Great, we both think at the time. We'll go out to lunch first, then see what sounds like an upbeat play; it'll be a nice way to celebrate.

This morning I call Meredith. "Would you mind if we don't have lunch before or dinner after?" she asks. I don't. We both have too much to do before the play, and 3:30 is too early to have dinner; the play is only 90 minutes.

I arrive early to pick up our tickets. The woman in front of me says to the woman in the box office, "Can I get any extreme happiness today?" The unsmiling box-office worker replies, "You could have yesterday, but not today." The patron picks up her ticket and says nothing. It's an unusual exchange, to say the least. 

Meredith arrives. We settle into our seats. The play opens.  

Act 1, Scene One: 
A young girl living in rural China in 1992 is about to give birth. She speaks mostly in obscenities. Her indifferent husband, in the same scene, describes a bird pooping on his face and into his mouth. Then the baby is born. It's a girl, so the infant is immediately discarded into a bucket of pig slop. But the girl is a fighter and surprises everyone and lives. She is named Sunny Li.

This all happens in the first ten minutes of the play.  Hmmm. Maybe the title doesn't mean the obvious.

The rest of the story follows Sunny as she moves to the city and becomes a factory worker, and later a rebel, of sorts. As the curtain falls — SPOILER ALERT — Sunny, in a mostly vegetative state, is suffocated by her brother.

I turn to Meredith and whisper, "Happy birthday." 

Seeing Hamlet would have been cheerier.



Tuesday, March 24, 2015

stood up

Twice in two days.


Yesterday I call a J. Hilburn client whom I inherited from a stylist who left the company. I'll call him Dillon. The conversation goes well, and soon we've decided to do a virtual meeting.  We speak around ten; then he calls me back with specifics of what he's looking for around one. We agree to speak again at six. He tells me he needs a couple of suits. A few shirts. And maybe a spring sports jacket. Our tastes (not that they have to) seem to align. I spend the next two hours picking out suiting and shirt fabrics, cutting and pasting them into an email, and then searching for an electronic version of the various options. I look on Dillon's FB page to get a sense of who he is. I look at what Dillon last bought, two and a half years ago. I print everything out. I am ready. Six p.m. comes and goes. I call Dillon's cell and no one picks up. I text him. I do not like this role. I feel like a stalker.  Finally, around 7:15,  Dillon texts me: "Hi Lyn, got busy at home. Can we connect tomorrow...?"  Today is tomorrow. It's almost 8pm; the two texts I send him today have not been answered. I feel like I've been jilted before the first date.

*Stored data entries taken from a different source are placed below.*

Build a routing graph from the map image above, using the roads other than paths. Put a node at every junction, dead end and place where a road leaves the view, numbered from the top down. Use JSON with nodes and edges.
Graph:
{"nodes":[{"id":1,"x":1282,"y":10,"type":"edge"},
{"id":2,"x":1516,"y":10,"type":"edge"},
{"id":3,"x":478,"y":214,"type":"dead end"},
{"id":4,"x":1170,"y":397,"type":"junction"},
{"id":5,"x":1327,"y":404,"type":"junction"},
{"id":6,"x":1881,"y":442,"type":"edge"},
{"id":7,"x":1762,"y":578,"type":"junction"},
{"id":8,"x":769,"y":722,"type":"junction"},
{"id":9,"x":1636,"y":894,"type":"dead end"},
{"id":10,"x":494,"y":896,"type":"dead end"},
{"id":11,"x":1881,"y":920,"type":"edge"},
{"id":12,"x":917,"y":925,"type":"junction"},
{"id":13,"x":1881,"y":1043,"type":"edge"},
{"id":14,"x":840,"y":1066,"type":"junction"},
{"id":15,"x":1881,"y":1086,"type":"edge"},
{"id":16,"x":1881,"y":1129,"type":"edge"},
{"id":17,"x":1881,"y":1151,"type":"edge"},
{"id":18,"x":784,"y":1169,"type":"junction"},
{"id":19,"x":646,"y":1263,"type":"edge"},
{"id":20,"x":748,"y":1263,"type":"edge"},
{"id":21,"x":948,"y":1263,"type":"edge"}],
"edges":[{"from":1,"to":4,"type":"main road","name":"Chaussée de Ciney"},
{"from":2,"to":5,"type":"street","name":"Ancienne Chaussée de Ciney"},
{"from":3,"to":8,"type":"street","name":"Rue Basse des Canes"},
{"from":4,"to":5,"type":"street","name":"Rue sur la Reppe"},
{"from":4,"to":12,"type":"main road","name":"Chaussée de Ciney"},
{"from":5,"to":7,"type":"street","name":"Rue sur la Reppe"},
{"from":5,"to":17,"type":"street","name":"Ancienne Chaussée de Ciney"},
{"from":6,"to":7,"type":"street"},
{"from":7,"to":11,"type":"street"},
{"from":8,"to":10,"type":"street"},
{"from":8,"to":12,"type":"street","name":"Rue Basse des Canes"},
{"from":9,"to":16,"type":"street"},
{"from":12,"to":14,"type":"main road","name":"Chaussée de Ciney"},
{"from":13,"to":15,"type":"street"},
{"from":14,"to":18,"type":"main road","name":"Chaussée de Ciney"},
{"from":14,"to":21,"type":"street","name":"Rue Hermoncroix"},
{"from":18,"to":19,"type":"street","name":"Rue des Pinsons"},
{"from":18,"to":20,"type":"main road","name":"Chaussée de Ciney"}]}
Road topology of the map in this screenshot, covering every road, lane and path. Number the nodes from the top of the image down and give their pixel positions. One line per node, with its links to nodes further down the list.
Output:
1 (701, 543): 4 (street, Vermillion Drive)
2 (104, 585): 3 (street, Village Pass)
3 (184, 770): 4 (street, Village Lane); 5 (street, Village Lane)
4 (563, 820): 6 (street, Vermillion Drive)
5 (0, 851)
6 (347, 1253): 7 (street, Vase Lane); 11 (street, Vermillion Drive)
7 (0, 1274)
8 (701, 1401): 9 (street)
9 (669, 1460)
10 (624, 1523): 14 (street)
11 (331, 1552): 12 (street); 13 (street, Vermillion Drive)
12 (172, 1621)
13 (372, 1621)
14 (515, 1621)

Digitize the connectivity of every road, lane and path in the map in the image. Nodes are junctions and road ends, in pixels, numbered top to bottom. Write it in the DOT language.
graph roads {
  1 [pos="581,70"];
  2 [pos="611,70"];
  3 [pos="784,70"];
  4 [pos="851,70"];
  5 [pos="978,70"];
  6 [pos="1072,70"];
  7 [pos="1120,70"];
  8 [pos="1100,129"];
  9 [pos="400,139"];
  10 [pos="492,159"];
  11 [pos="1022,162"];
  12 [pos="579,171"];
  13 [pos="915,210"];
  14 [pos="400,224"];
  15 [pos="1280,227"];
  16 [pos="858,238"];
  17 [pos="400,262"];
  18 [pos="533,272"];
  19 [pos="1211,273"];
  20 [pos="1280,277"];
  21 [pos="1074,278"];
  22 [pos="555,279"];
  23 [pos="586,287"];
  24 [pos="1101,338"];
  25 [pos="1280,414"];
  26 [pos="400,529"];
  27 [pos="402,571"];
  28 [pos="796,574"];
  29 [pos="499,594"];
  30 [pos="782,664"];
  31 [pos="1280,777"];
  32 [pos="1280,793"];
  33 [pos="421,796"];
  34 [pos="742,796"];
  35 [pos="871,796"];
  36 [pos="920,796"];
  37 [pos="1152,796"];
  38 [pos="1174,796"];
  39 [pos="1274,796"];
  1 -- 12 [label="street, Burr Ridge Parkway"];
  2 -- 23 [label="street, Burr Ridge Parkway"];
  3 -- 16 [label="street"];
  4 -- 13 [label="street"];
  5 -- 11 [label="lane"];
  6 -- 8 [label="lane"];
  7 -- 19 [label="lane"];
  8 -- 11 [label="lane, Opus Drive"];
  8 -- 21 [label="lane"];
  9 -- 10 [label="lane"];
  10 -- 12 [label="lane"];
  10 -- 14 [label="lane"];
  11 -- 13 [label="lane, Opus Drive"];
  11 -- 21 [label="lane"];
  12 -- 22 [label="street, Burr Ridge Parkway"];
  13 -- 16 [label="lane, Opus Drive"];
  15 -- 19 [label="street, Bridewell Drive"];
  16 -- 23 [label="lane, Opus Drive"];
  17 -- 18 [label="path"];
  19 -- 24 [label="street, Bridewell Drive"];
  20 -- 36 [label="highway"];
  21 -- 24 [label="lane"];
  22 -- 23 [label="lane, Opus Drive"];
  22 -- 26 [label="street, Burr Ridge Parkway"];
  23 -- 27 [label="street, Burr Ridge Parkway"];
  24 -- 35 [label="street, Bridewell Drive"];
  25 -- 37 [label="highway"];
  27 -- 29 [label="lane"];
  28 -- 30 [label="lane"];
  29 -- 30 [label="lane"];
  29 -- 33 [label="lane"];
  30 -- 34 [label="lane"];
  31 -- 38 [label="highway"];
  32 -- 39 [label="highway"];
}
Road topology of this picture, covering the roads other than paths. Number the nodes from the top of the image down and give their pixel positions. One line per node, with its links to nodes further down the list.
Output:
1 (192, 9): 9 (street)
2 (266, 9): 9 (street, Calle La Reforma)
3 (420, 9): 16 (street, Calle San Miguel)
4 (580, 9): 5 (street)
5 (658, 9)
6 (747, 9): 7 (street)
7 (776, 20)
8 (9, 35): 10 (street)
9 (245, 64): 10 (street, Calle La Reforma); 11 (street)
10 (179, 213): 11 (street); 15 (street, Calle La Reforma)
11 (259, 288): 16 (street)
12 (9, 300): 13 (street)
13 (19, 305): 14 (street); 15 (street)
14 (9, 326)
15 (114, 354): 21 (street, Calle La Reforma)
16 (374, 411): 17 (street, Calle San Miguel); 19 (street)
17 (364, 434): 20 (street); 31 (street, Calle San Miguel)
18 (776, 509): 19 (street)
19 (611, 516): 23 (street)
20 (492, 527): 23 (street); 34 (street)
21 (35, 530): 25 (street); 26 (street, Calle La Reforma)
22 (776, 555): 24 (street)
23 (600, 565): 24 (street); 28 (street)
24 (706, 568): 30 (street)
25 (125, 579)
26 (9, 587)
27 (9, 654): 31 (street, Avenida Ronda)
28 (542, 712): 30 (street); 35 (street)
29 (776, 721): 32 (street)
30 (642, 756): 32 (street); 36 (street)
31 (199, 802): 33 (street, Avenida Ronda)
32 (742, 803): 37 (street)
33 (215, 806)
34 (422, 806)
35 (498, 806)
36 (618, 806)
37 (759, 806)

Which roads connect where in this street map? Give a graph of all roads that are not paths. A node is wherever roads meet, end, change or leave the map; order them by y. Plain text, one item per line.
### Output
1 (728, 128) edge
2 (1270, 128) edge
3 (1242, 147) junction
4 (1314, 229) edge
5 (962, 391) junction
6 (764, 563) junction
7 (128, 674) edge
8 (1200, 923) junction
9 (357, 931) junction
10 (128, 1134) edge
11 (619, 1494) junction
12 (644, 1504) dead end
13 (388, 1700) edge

Today I have a noon appointment with someone else. I'll call him Peter. This is another inherited client. I connected with him a week ago and we schedule a meeting for today. I send Peter a confirming email yesterday, and hear nothing back. I send him a text today, again confirming our meeting. Finally, less than two hours before our appointment, Peter cancels. He suggests maybe this weekend, but nothing definite yet.

I love the styling aspect of the job. I love interacting with my clients. I love the gorgeous quality of the fabrics, as well as the finished product. I love when my clients are happy.

But this sitting around hoping for promised calls that don't come. Or texts that go unanswered. Or appointments that don't show. Not fun!